2. Ormas-LSM sebagai Kekuatan Sosial Politik
Organisasi
kemasyarakatan (ormas) merupakan salah satu bentuk pengorganisasian masyarakat
sipil yang berlandaskan pada prinsip demokrasi, kemitraan, keswadayaan, dan
partisipasi publik. Ormas merupakan wadah penyaluran kepedulian dan kesadaran
sosial dan politik masyarakat terhadap berbagai masalah publik aktual. Kegiatan
ormas hampir selalu bersinggungan dengan isu-isu publik, khususnya yang terkait
langsung dengan permasalahan riil di masyarakat.
Perkembangan ormas,
termasuk lembaga swadaya masyarakat (LSM), dalam tiga dekade ini, sangatlah
pesat baik dari segi kuantitas maupun keberagaman sektor kegiatan yang
digeluti. Sebagai gambaran, jika pada tahun 1990 jumlah ormas yang terdaftar di
Departemen Dalam Negeri (Depdagri) hanya 3.200-an, maka pada tahun 2006
mencapai lebih dari 8.000 organisasi.
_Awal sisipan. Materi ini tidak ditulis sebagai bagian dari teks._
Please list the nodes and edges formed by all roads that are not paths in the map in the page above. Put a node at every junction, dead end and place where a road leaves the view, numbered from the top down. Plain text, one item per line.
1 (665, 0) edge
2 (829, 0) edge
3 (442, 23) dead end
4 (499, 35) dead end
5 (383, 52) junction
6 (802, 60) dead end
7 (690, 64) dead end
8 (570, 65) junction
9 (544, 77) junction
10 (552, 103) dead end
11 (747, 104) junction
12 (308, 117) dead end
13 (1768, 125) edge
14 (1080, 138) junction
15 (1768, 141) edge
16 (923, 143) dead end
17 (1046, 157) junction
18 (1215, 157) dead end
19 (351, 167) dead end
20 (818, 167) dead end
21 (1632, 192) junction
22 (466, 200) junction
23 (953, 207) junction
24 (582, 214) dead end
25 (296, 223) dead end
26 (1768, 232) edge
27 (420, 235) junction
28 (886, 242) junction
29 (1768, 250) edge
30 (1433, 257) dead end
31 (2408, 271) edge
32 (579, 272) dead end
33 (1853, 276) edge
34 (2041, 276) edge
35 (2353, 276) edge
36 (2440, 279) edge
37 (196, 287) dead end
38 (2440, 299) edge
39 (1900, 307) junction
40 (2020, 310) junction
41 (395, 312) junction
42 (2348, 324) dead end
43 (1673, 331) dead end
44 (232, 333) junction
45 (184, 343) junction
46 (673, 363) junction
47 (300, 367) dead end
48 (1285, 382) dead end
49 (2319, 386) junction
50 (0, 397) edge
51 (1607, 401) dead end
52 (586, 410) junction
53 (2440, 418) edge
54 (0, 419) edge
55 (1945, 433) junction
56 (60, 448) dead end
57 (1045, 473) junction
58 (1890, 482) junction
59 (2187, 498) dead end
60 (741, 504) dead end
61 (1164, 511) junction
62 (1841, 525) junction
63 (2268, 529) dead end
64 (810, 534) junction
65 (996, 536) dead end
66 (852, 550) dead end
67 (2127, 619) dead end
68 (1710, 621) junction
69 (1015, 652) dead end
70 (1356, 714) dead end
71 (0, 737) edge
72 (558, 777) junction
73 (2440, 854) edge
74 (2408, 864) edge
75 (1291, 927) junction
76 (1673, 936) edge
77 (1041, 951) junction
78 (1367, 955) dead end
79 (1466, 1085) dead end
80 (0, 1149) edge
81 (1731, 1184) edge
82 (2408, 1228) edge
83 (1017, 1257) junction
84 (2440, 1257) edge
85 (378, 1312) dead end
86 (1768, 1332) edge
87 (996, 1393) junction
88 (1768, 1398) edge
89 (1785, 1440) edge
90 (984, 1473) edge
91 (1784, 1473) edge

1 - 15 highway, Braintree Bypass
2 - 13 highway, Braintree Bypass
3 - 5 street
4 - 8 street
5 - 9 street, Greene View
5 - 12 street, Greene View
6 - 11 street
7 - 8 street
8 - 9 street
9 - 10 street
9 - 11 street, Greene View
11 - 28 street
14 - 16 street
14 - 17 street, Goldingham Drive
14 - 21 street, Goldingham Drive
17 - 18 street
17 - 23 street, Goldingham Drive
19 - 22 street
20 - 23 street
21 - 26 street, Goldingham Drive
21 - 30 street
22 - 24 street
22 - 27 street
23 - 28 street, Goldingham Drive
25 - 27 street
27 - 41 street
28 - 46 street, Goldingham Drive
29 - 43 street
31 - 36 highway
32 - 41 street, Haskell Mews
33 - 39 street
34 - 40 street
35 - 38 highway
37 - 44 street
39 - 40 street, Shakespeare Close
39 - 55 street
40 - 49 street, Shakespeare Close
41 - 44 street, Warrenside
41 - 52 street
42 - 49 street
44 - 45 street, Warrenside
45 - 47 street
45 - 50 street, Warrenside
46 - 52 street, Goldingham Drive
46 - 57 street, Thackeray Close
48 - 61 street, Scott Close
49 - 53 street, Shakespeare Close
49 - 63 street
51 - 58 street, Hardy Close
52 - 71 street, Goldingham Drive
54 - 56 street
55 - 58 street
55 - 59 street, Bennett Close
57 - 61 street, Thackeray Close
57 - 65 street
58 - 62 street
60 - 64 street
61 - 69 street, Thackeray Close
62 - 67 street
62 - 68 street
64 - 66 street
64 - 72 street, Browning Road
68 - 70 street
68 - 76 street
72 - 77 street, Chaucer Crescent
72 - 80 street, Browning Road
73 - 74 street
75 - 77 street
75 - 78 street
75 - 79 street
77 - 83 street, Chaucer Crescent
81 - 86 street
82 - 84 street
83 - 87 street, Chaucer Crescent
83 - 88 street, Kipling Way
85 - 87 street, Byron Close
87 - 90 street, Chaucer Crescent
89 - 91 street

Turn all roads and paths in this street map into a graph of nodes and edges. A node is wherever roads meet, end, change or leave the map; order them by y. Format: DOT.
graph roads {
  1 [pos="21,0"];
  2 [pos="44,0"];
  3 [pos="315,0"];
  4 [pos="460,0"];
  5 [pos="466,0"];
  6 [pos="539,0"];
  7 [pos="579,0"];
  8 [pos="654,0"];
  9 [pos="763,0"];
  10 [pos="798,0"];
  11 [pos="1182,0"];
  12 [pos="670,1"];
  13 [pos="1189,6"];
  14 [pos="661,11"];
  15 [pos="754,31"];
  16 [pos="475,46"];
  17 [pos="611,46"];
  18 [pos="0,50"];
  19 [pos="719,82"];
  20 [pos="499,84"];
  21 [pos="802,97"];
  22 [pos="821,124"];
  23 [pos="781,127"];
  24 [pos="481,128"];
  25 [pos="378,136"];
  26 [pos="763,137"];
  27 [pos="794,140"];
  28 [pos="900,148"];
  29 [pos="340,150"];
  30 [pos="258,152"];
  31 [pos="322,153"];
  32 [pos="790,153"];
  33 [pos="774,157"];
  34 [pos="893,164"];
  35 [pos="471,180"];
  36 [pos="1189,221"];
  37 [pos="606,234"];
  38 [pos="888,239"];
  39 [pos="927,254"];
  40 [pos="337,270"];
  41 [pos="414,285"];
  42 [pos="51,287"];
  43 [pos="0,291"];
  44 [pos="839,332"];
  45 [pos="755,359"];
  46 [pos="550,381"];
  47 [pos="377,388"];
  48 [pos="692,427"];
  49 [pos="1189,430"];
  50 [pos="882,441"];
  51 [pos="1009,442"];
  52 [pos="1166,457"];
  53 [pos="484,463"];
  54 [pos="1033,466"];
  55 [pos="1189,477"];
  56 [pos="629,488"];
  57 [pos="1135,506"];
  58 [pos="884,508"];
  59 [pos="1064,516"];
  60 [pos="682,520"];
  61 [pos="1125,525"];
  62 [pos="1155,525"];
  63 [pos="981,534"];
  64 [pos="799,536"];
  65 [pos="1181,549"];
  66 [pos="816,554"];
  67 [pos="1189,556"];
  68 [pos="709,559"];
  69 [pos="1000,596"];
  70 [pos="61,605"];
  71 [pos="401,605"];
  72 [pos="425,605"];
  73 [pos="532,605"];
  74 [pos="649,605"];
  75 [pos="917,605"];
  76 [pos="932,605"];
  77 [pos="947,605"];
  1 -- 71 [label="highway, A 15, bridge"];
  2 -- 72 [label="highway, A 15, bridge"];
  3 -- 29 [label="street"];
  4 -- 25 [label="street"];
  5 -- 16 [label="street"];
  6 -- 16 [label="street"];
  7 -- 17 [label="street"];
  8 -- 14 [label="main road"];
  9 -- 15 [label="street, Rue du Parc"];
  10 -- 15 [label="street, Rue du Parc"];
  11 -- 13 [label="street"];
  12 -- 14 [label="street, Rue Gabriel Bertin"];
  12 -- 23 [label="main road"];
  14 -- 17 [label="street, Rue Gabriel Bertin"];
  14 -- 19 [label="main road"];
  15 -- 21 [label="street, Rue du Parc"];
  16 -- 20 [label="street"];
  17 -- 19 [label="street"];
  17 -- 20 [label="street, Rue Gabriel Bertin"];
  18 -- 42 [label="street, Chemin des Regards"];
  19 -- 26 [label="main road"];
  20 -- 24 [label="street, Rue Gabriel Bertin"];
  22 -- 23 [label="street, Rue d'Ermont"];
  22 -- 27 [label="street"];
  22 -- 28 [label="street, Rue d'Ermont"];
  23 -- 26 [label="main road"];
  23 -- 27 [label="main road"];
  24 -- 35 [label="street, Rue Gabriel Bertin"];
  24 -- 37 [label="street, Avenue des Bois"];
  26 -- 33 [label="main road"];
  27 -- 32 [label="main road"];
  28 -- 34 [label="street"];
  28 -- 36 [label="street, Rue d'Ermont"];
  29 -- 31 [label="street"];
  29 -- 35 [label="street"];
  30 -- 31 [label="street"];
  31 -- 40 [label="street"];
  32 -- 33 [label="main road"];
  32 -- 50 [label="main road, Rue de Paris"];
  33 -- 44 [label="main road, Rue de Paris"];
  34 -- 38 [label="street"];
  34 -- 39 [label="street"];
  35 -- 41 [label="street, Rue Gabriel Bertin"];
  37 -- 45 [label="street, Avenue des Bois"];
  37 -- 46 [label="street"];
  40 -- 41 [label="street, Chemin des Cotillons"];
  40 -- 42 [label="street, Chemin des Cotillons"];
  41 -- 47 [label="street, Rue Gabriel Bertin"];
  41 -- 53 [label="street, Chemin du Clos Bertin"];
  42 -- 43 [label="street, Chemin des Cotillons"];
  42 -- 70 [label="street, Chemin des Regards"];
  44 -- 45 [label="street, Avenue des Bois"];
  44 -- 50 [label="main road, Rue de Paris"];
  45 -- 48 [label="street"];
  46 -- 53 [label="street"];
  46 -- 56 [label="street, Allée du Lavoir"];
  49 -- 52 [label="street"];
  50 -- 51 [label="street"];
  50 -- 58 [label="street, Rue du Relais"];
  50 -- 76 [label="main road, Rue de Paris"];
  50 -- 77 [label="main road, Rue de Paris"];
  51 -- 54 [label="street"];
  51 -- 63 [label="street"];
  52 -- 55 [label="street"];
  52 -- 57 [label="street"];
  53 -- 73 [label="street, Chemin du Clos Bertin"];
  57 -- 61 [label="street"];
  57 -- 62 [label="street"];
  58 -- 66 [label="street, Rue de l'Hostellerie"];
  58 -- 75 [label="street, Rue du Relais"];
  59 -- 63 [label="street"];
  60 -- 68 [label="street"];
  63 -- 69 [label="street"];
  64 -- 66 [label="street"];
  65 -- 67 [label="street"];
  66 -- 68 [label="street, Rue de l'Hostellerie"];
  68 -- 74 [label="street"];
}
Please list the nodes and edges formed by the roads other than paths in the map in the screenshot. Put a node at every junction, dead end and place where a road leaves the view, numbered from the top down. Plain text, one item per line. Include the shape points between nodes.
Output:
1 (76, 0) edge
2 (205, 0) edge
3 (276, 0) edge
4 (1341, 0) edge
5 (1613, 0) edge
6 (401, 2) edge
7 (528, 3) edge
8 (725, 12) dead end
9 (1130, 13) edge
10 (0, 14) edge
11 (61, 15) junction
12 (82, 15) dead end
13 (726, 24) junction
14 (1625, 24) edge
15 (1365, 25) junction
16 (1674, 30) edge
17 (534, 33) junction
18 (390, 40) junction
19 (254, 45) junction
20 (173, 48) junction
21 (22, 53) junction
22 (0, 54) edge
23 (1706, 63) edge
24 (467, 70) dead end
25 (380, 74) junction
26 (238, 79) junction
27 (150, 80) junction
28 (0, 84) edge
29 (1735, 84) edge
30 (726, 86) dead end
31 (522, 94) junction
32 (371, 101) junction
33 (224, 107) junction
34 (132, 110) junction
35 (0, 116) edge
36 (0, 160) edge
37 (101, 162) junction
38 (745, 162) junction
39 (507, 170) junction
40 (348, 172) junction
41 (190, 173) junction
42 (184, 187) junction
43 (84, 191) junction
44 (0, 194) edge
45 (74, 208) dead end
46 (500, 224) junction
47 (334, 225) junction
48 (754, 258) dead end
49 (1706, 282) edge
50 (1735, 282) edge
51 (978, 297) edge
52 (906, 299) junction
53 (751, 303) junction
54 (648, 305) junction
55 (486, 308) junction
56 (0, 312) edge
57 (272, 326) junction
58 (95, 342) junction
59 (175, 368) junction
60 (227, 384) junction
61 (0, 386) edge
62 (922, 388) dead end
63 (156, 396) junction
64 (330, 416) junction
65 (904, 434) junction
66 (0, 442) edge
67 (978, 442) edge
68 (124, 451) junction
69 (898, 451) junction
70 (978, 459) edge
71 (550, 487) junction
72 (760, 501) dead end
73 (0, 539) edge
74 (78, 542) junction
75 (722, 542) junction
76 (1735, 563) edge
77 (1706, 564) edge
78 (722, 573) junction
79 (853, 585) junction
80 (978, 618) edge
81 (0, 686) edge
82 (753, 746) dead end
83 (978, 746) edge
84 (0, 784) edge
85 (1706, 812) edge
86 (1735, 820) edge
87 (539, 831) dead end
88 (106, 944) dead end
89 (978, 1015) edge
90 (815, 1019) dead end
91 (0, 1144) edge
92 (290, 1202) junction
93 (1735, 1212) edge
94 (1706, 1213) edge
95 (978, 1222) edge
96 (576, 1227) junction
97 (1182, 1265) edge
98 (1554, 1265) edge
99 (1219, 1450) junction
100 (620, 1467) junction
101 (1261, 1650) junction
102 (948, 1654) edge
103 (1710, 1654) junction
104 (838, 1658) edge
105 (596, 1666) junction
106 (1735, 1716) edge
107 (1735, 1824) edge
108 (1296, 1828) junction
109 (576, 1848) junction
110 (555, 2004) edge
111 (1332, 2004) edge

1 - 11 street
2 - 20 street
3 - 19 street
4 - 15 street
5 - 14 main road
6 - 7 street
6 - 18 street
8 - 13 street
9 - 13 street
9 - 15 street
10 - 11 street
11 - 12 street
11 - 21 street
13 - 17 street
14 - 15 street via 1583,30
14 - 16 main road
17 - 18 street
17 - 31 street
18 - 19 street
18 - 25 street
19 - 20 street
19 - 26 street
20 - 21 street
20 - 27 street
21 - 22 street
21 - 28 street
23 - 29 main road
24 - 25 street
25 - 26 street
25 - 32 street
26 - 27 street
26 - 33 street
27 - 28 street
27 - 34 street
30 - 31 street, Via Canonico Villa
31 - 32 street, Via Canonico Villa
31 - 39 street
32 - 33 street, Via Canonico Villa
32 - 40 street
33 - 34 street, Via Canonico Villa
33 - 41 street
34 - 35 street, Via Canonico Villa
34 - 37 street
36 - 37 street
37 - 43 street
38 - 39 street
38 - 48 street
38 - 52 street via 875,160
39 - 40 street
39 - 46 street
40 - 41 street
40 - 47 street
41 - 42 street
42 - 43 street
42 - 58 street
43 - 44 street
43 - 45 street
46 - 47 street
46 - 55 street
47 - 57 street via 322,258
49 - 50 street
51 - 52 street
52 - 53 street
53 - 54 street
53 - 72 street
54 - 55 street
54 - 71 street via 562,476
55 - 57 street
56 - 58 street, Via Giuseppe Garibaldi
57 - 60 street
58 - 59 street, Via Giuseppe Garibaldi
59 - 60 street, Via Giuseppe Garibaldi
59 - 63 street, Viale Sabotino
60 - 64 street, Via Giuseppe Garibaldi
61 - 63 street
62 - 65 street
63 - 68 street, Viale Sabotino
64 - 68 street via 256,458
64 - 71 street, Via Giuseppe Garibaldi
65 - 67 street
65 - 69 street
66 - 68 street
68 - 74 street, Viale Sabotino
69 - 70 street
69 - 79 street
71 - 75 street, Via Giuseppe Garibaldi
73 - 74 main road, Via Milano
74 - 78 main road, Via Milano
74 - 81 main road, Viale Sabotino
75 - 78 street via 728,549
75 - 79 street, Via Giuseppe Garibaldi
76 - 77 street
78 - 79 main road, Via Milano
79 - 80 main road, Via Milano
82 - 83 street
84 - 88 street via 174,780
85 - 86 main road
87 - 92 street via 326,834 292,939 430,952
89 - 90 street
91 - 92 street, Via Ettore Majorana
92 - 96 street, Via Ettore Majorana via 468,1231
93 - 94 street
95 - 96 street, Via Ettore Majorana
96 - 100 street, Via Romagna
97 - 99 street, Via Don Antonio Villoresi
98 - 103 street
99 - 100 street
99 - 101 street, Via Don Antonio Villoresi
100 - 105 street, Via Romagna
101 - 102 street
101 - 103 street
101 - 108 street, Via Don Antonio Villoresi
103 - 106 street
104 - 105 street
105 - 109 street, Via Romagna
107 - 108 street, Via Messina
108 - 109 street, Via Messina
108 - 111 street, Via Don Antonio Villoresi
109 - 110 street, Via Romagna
Jumlah ini belum meliputi ormas yang
terdaftar di departemen lain dan di tingkat daerah. Perkembangan ini di satu
sisi harus dipandang positif sebagai indikasi perkembangan demokrasi dan civil
society.
Menjamurnya ormas lebih
merupakan resonansi yang bersifat tidak langsung dari perubahan sosial,
khususnya di negara maju dengan gejala kemunculan new social movement.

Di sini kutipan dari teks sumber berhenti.